**INFORMATION GIVEN:**

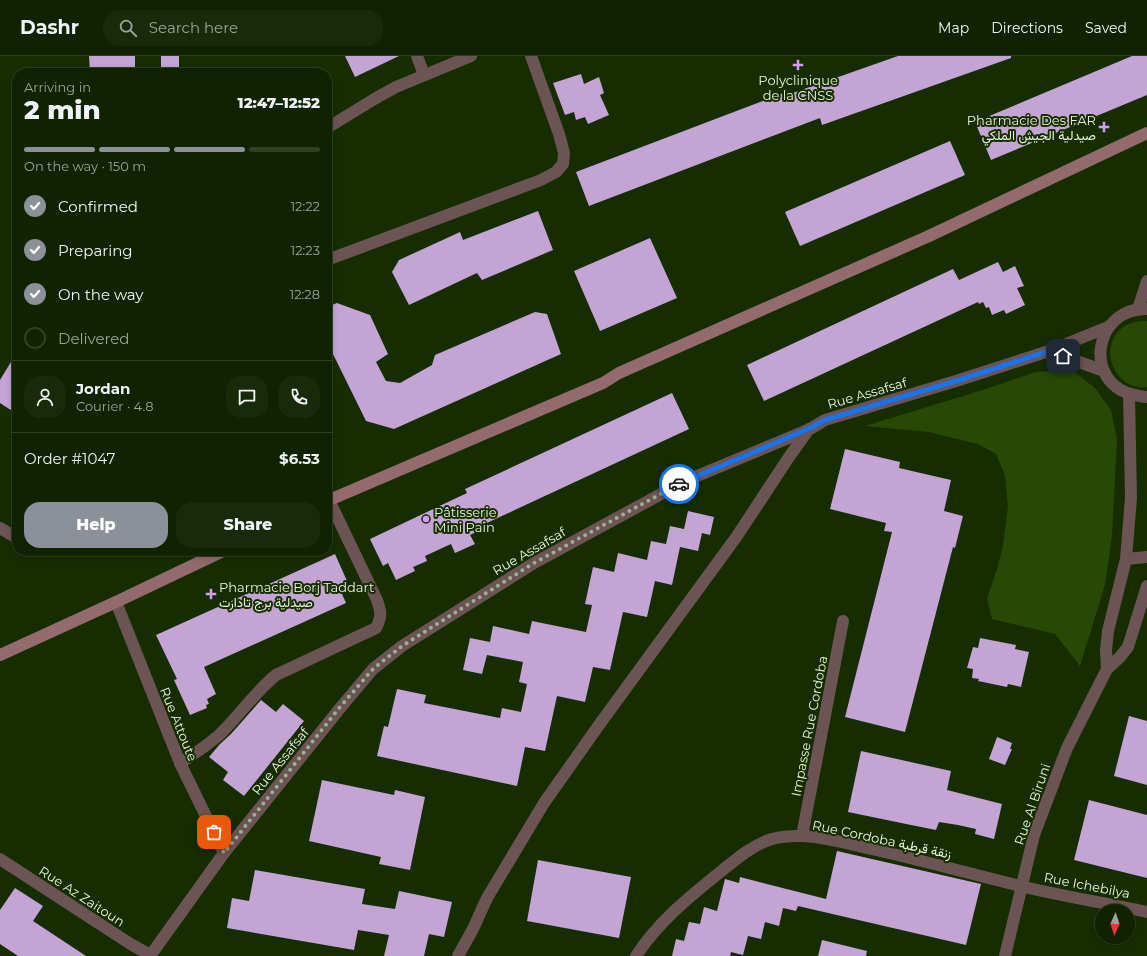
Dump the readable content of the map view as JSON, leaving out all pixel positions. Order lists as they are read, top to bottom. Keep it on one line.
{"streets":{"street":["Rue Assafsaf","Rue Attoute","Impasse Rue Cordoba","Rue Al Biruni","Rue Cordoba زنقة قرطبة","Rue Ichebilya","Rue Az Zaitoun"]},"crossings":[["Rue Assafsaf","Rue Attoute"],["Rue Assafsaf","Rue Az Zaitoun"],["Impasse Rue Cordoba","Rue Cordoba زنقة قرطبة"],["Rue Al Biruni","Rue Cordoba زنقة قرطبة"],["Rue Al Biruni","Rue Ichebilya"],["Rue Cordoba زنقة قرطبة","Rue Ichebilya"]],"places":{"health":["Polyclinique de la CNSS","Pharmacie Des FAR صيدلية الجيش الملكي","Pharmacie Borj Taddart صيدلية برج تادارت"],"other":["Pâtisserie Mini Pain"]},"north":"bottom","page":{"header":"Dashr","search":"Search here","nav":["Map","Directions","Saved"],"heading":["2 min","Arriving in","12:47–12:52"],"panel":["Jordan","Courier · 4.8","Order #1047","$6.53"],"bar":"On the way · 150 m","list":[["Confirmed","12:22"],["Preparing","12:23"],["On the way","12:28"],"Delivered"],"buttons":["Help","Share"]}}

* * *

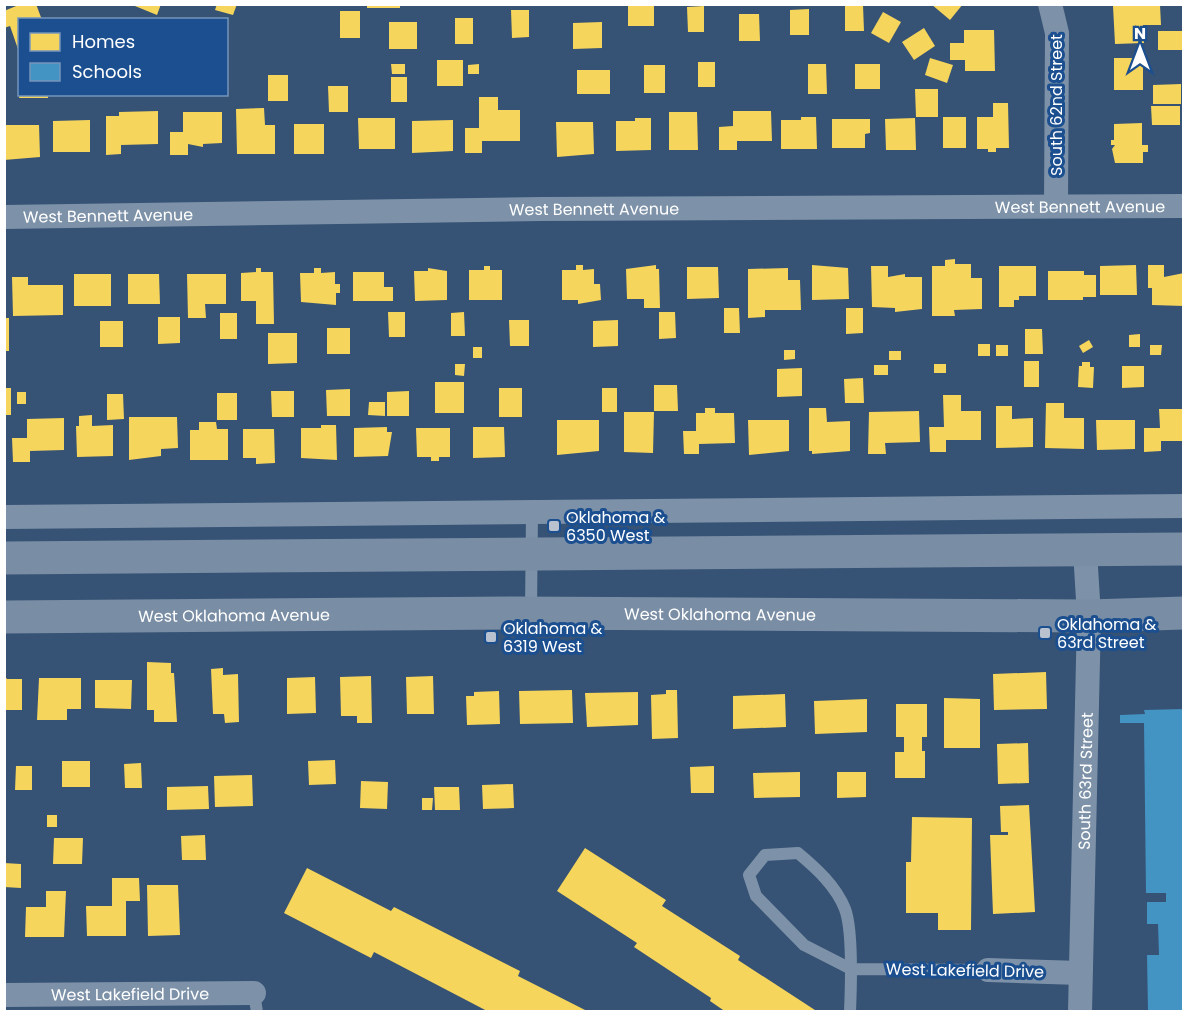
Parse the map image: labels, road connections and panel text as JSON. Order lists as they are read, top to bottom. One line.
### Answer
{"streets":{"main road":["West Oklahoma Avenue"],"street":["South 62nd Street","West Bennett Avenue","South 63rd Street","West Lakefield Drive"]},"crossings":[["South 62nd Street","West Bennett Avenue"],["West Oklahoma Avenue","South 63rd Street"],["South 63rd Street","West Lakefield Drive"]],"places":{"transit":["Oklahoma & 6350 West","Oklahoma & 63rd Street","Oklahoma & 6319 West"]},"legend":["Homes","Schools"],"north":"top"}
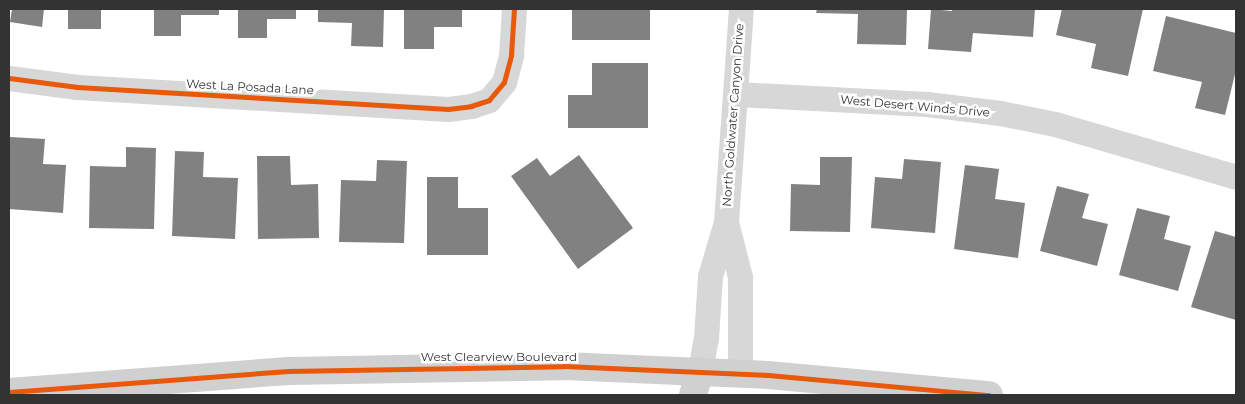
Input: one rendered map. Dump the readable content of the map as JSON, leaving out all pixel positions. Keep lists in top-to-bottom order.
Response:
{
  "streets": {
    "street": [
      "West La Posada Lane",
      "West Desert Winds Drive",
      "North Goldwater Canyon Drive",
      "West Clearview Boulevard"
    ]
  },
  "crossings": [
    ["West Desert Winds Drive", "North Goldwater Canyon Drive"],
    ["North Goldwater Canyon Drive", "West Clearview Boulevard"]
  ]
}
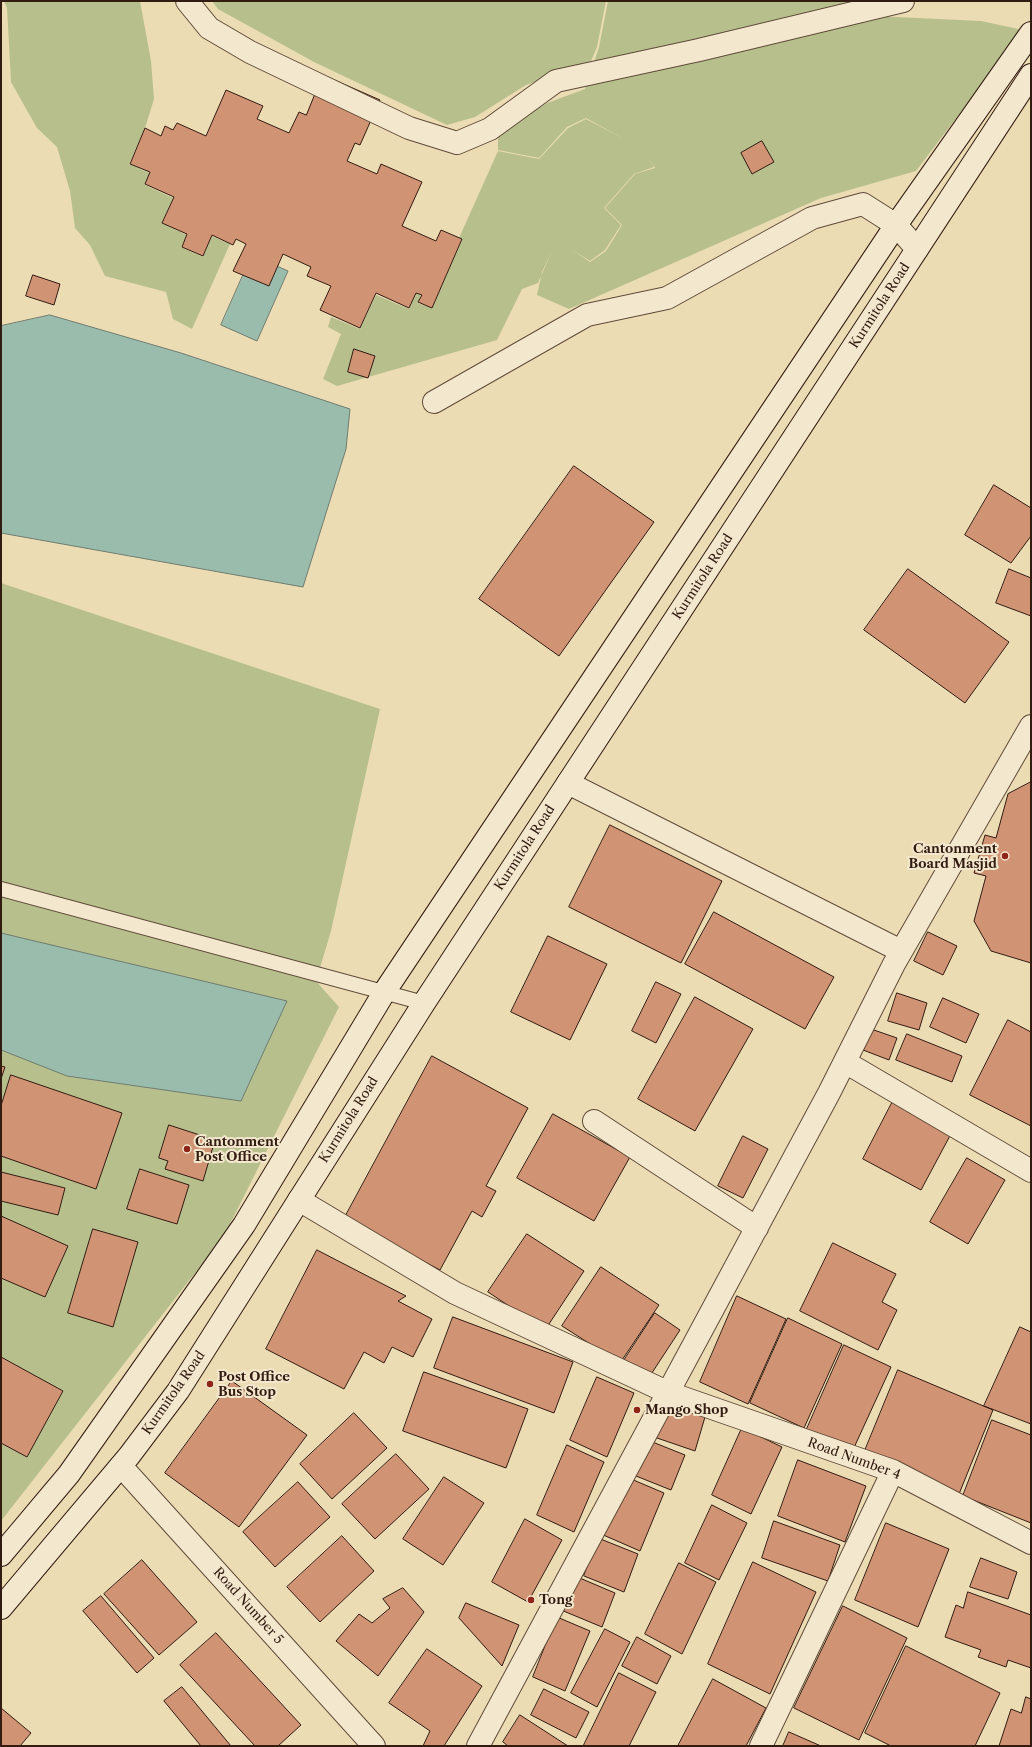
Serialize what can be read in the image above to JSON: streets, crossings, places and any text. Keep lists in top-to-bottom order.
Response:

**EXERCISE DETAILS:** Within the listing, how many lines hold the word "image"? Only the number is to be given.

**TASK SOLUTION:** 2